Neurons, on one hand, exhibit high oxygen consumption and produce oxidizable substances such as unsaturated lipids and catecholamines and, on the other, express low levels of antioxidant enzymes [1]. This precarious balance makes them particularly sensitive to oxidative damage. NGF exerts pleiotropic actions on target neurons, such as cessation of cell division or differentiation to a neuronal phenotype but also induction of tolerance to oxidative stress, and promotion of cell survival [2]. A prominent mechanism involved in NGF-induced cell survival includes the activation of the phosphatidylinositol 3-kinase (PI3K)/phosphoinositide dependent kinase-1 (PDK-1) axis and its downstream effectors, the Ser/Thr protein kinases Akt/PKB and atypical protein kinase C zeta (PKC-ζ) [3], [4]. Although PI3K exerts protective actions against oxidative damage in central and peripheral neurons [5], the mechanism whereby this pathway prevents reactive-oxygen-species-induced neuronal death still remains poorly defined. In this context, we have reported the upregulation of HO-1 expression by NGF in a PI3K-dependent manner and its relevance in cytoprotection against the parkinsonian neurotoxin 6-hydroxidopamine [6]. Consistent with our observations, other groups have found that inhibitors of PI3K block the induction of HO-1 expression in other cellular contexts including the response to IL-10, hepatocyte growth factor [7], [8], endotoxin, arsenite, hemin, and carnosol [9], [10], [11], [12]. However, the pathways involved in this regulation remain unexplored.

Emerging evidence supports a role for moderate upregulation of heme oxygenase-1 in antioxidant protection and survival of nerve-derived cells [13], [14]. The heme oxygenase family is composed of at least two well-characterized isoenzymes: inducible HO-1 and constitutive HO-2. Both HO isoforms are different gene products and dissimilar in their tissue distribution and mode of regulation. Nevertheless, they catalyze the degradation of heme to release free iron, carbon monoxide, and the linear tetrapyrrole biliverdin, the later being converted to bilirubin by the enzyme biliverdin reductase.

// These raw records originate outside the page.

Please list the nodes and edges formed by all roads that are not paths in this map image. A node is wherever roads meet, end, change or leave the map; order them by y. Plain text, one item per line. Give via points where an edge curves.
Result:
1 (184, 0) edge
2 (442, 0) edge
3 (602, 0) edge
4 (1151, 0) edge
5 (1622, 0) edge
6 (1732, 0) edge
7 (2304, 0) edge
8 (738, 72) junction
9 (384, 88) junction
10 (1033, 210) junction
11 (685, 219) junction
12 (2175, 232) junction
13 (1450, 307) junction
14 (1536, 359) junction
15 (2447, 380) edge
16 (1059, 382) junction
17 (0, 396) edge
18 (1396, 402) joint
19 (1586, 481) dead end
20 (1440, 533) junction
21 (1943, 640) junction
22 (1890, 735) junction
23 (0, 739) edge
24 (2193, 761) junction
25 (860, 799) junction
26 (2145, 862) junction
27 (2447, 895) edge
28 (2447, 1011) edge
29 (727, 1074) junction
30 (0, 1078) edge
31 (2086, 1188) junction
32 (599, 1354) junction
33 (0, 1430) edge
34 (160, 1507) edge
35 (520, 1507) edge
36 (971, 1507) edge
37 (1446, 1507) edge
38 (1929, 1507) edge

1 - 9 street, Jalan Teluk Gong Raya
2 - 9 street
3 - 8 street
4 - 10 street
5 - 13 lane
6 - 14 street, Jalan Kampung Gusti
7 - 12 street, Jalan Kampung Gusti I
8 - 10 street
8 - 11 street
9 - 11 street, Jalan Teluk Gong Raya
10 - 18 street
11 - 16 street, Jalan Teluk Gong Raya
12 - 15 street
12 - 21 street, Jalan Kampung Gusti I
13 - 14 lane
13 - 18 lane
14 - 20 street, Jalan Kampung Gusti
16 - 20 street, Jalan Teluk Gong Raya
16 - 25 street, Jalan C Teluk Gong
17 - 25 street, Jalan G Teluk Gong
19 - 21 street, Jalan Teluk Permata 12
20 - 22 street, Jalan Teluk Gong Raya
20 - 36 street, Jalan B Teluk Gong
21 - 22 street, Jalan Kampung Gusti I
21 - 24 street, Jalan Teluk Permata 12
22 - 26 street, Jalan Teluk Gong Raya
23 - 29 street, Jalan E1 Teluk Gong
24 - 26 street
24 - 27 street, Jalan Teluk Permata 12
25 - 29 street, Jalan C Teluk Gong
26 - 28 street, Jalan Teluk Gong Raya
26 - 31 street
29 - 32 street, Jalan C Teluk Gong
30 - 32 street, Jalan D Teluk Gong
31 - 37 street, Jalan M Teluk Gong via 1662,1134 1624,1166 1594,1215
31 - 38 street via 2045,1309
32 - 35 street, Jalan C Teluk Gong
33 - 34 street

While HO-2 may have a principal role in the release of the gas neurotransmitter carbon monoxide, HO-1 appears to be more involved in protection against oxidative stress [15]. The normally low HO-1 protein levels in neurons [16], [17], increase after cerebral ischemia [18], [19], in the formation of brain neurofibrillary tangles in Alzheimer's patients [20] and in neuronal Lewy bodies of Parkinson's disease patients [21]. Heme and other stress stimuli that produce oxidative stress (UV light, heavy metals, glutathione depletion, H₂O₂) enhance HO-1 expression in practically all tissues and cells tested including neurons [22]. Therefore, induction of a moderate intracellular heme catabolism through HO-1 represents an adaptive and ultimately protective response to oxidative injury.

HO-1 is subjected to complex transcriptional regulation. A large variety of putative regulatory elements in the 5′ region of the mouse, rat, chicken, and human ho1 promoters has been described [23], [24], [25]. These elements account for the transcriptional responses to oxidant and nonoxidant stimuli. While electrophiles appear to target antioxidant response elements (AREs), NF-κB sites, or heat shock response elements (HREs), little is known about its regulation by nonoxidant stimuli, such as NGF. Moreover, the mechanistic connection between the general survival pathway represented by PI3K and the antioxidant pathway that involves HO-1 has not been established.

In this study, we have analyzed the regulation by NGF and PI3K on the 4.0-kb upstream regulatory sequence of the human ho1 promoter. We have identified a new Sp1 regulatory element that participates in the NGF- and PI3K-induced upregulation of HO-1 expression. Moreover, we demonstrate roles of PKC-ζ and the MAP kinase cascade MEK/ERK, but not Akt1, in the PI3K-induced regulation of HO-1 expression by modulating Sp1 activity.